(GIVEN RECORDS begins)

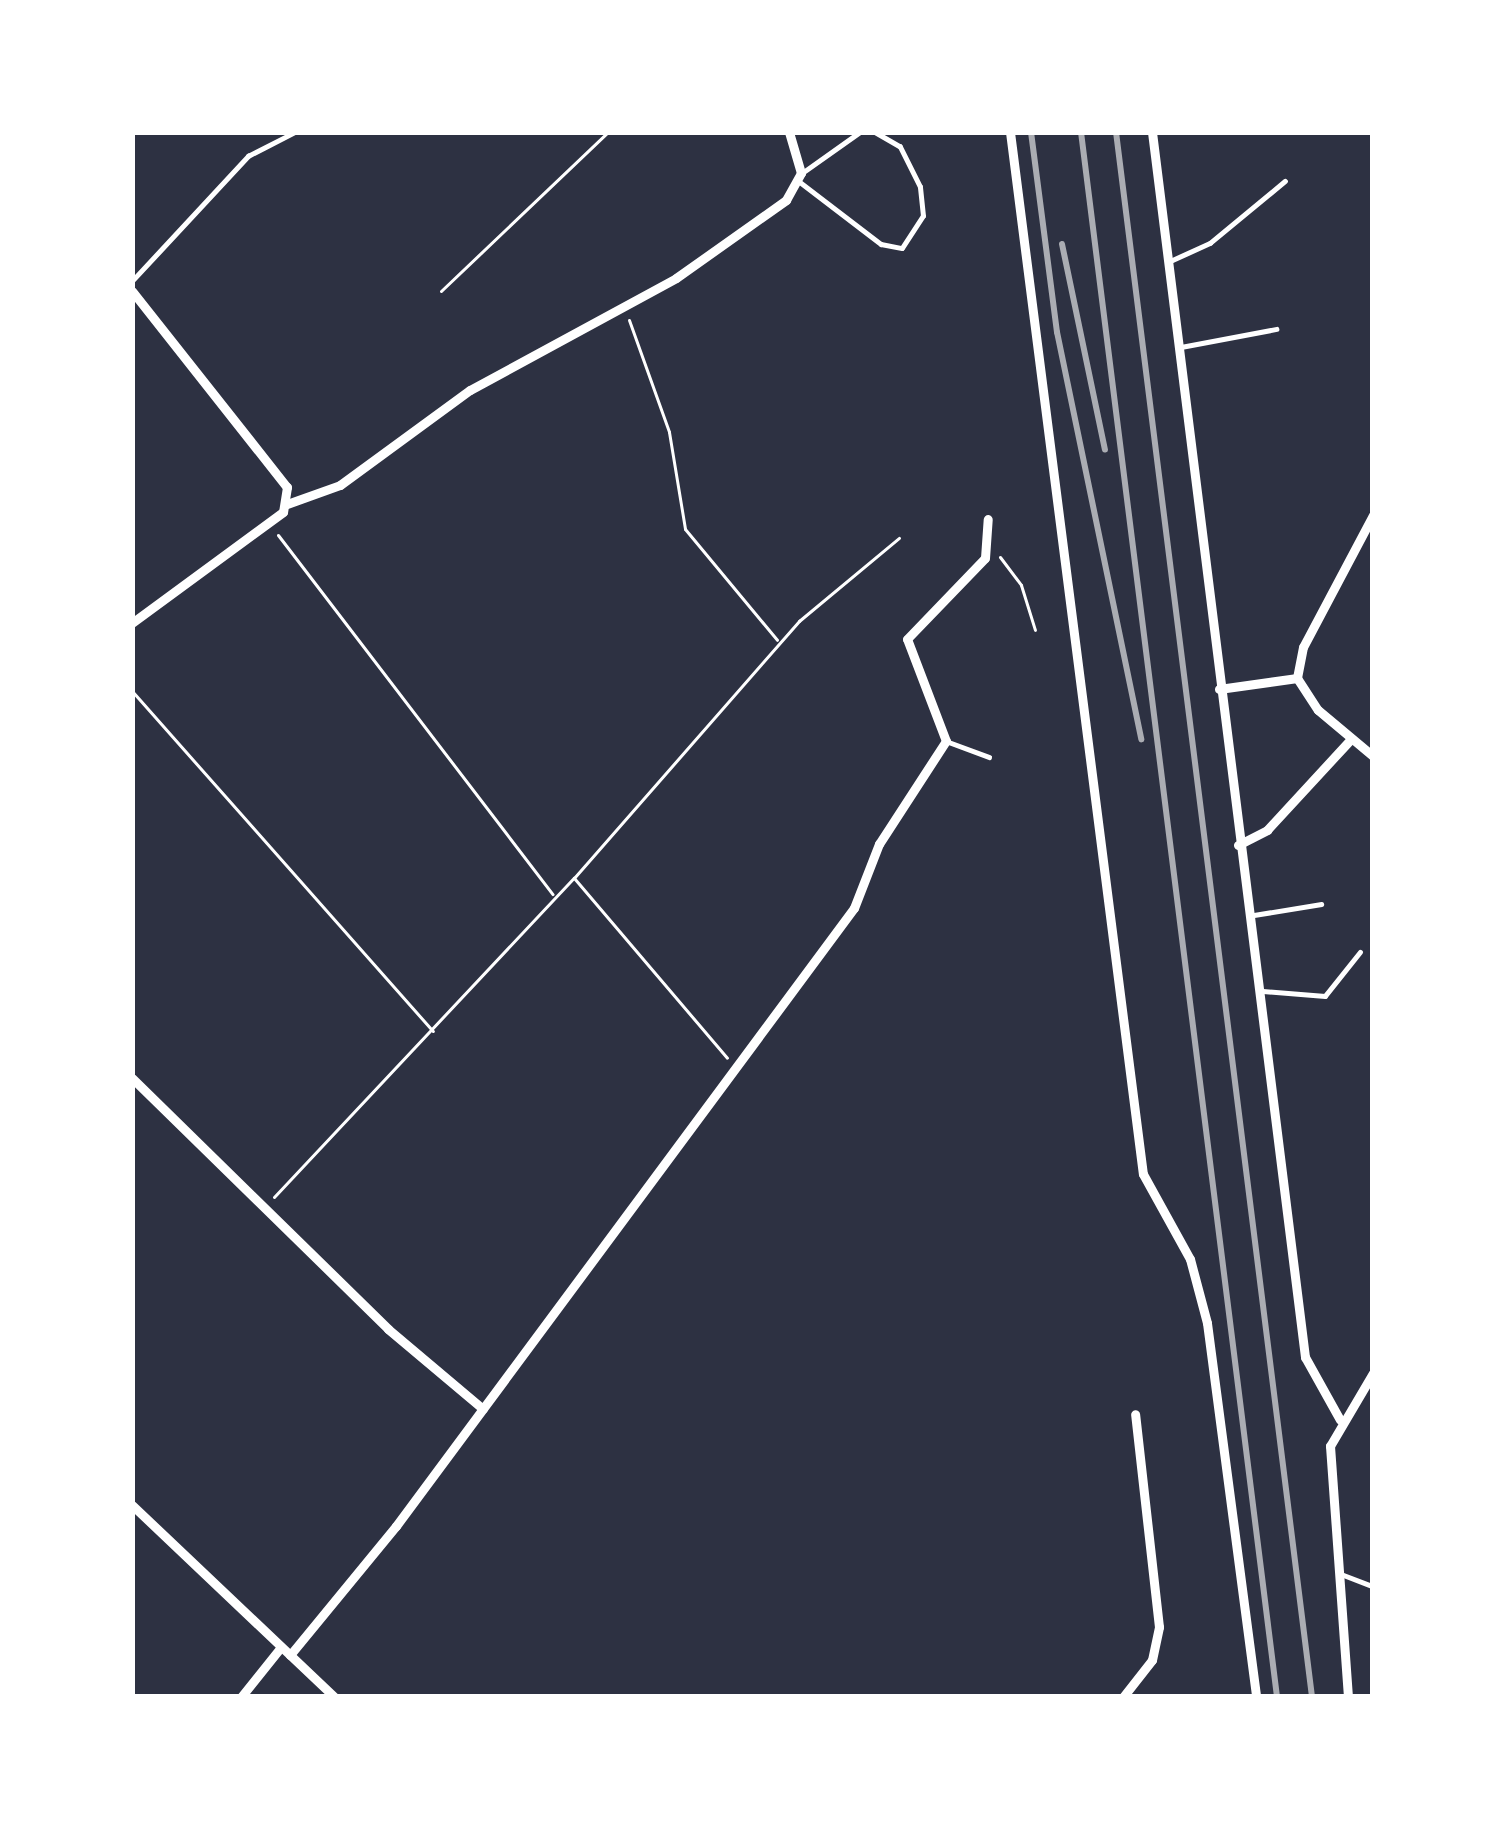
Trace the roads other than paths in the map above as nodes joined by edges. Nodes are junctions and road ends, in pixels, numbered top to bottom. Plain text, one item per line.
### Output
1 (295, 132) edge
2 (789, 132) edge
3 (860, 132) edge
4 (874, 132) edge
5 (1010, 132) edge
6 (1152, 132) edge
7 (801, 177) junction
8 (1285, 181) dead end
9 (1168, 262) junction
10 (132, 281) edge
11 (132, 290) edge
12 (1276, 328) dead end
13 (1178, 347) junction
14 (287, 504) junction
15 (1373, 515) edge
16 (988, 520) dead end
17 (132, 623) edge
18 (1297, 678) junction
19 (1219, 688) junction
20 (1351, 739) junction
21 (946, 741) junction
22 (1373, 756) edge
23 (989, 757) dead end
24 (1238, 845) junction
25 (1321, 904) dead end
26 (1248, 915) junction
27 (1360, 952) dead end
28 (1258, 991) junction
29 (132, 1078) edge
30 (1373, 1373) edge
31 (1357, 1394) junction
32 (1373, 1401) edge
33 (483, 1409) junction
34 (1135, 1414) dead end
35 (1340, 1420) junction
36 (132, 1505) edge
37 (1336, 1572) junction
38 (1373, 1586) edge
39 (285, 1651) junction
40 (241, 1697) edge
41 (334, 1697) edge
42 (1123, 1697) edge
43 (1256, 1697) edge
44 (1348, 1697) edge

1 - 10 lane
2 - 7 street
3 - 7 lane
4 - 7 lane
5 - 43 street
6 - 9 street
7 - 14 street
8 - 9 lane
9 - 13 street
11 - 14 street
12 - 13 lane
13 - 19 street
14 - 17 street
15 - 18 street
16 - 21 street
18 - 19 street
18 - 20 street
19 - 24 street
20 - 22 street
20 - 24 street
21 - 23 lane
21 - 33 street
24 - 26 street
25 - 26 lane
26 - 28 street
27 - 28 lane
28 - 35 street
29 - 33 street
30 - 31 street
31 - 32 lane
31 - 35 street
33 - 39 street
34 - 42 street
35 - 37 street
36 - 39 street
37 - 38 lane
37 - 44 street
39 - 40 street
39 - 41 street

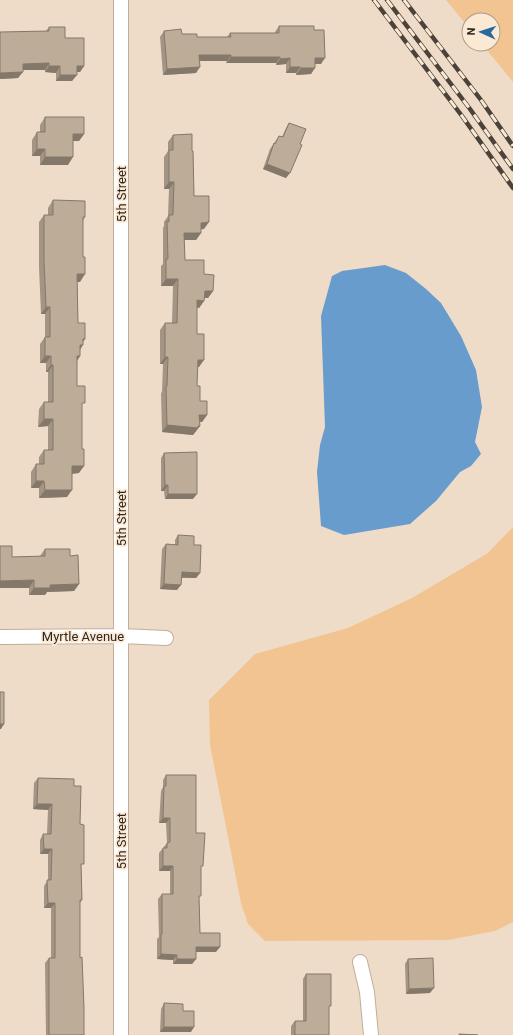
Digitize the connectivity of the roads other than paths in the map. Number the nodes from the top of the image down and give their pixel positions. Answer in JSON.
{"nodes":[{"id":1,"x":121,"y":0,"type":"edge"},
{"id":2,"x":122,"y":636,"type":"junction"},
{"id":3,"x":0,"y":637,"type":"edge"},
{"id":4,"x":166,"y":638,"type":"dead end"},
{"id":5,"x":360,"y":962,"type":"dead end"},
{"id":6,"x":121,"y":1035,"type":"edge"},
{"id":7,"x":371,"y":1035,"type":"edge"}],
"edges":[{"from":1,"to":2,"type":"street","name":"5th Street"},
{"from":2,"to":3,"type":"street","name":"Myrtle Avenue"},
{"from":2,"to":4,"type":"street","name":"Myrtle Avenue"},
{"from":2,"to":6,"type":"street","name":"5th Street"},
{"from":5,"to":7,"type":"street"}]}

(GIVEN RECORDS ends)

# WORK TASK
What you output should match the records line for line, minus the pictures.

# ANSWER TO THIS TASK
Trace the roads other than paths in the map above as nodes joined by edges. Nodes are junctions and road ends, in pixels, numbered top to bottom. Plain text, one item per line.
### Output
1 (295, 132) edge
2 (789, 132) edge
3 (860, 132) edge
4 (874, 132) edge
5 (1010, 132) edge
6 (1152, 132) edge
7 (801, 177) junction
8 (1285, 181) dead end
9 (1168, 262) junction
10 (132, 281) edge
11 (132, 290) edge
12 (1276, 328) dead end
13 (1178, 347) junction
14 (287, 504) junction
15 (1373, 515) edge
16 (988, 520) dead end
17 (132, 623) edge
18 (1297, 678) junction
19 (1219, 688) junction
20 (1351, 739) junction
21 (946, 741) junction
22 (1373, 756) edge
23 (989, 757) dead end
24 (1238, 845) junction
25 (1321, 904) dead end
26 (1248, 915) junction
27 (1360, 952) dead end
28 (1258, 991) junction
29 (132, 1078) edge
30 (1373, 1373) edge
31 (1357, 1394) junction
32 (1373, 1401) edge
33 (483, 1409) junction
34 (1135, 1414) dead end
35 (1340, 1420) junction
36 (132, 1505) edge
37 (1336, 1572) junction
38 (1373, 1586) edge
39 (285, 1651) junction
40 (241, 1697) edge
41 (334, 1697) edge
42 (1123, 1697) edge
43 (1256, 1697) edge
44 (1348, 1697) edge

1 - 10 lane
2 - 7 street
3 - 7 lane
4 - 7 lane
5 - 43 street
6 - 9 street
7 - 14 street
8 - 9 lane
9 - 13 street
11 - 14 street
12 - 13 lane
13 - 19 street
14 - 17 street
15 - 18 street
16 - 21 street
18 - 19 street
18 - 20 street
19 - 24 street
20 - 22 street
20 - 24 street
21 - 23 lane
21 - 33 street
24 - 26 street
25 - 26 lane
26 - 28 street
27 - 28 lane
28 - 35 street
29 - 33 street
30 - 31 street
31 - 32 lane
31 - 35 street
33 - 39 street
34 - 42 street
35 - 37 street
36 - 39 street
37 - 38 lane
37 - 44 street
39 - 40 street
39 - 41 street

Digitize the connectivity of the roads other than paths in the map. Number the nodes from the top of the image down and give their pixel positions. Answer in JSON.
{"nodes":[{"id":1,"x":121,"y":0,"type":"edge"},
{"id":2,"x":122,"y":636,"type":"junction"},
{"id":3,"x":0,"y":637,"type":"edge"},
{"id":4,"x":166,"y":638,"type":"dead end"},
{"id":5,"x":360,"y":962,"type":"dead end"},
{"id":6,"x":121,"y":1035,"type":"edge"},
{"id":7,"x":371,"y":1035,"type":"edge"}],
"edges":[{"from":1,"to":2,"type":"street","name":"5th Street"},
{"from":2,"to":3,"type":"street","name":"Myrtle Avenue"},
{"from":2,"to":4,"type":"street","name":"Myrtle Avenue"},
{"from":2,"to":6,"type":"street","name":"5th Street"},
{"from":5,"to":7,"type":"street"}]}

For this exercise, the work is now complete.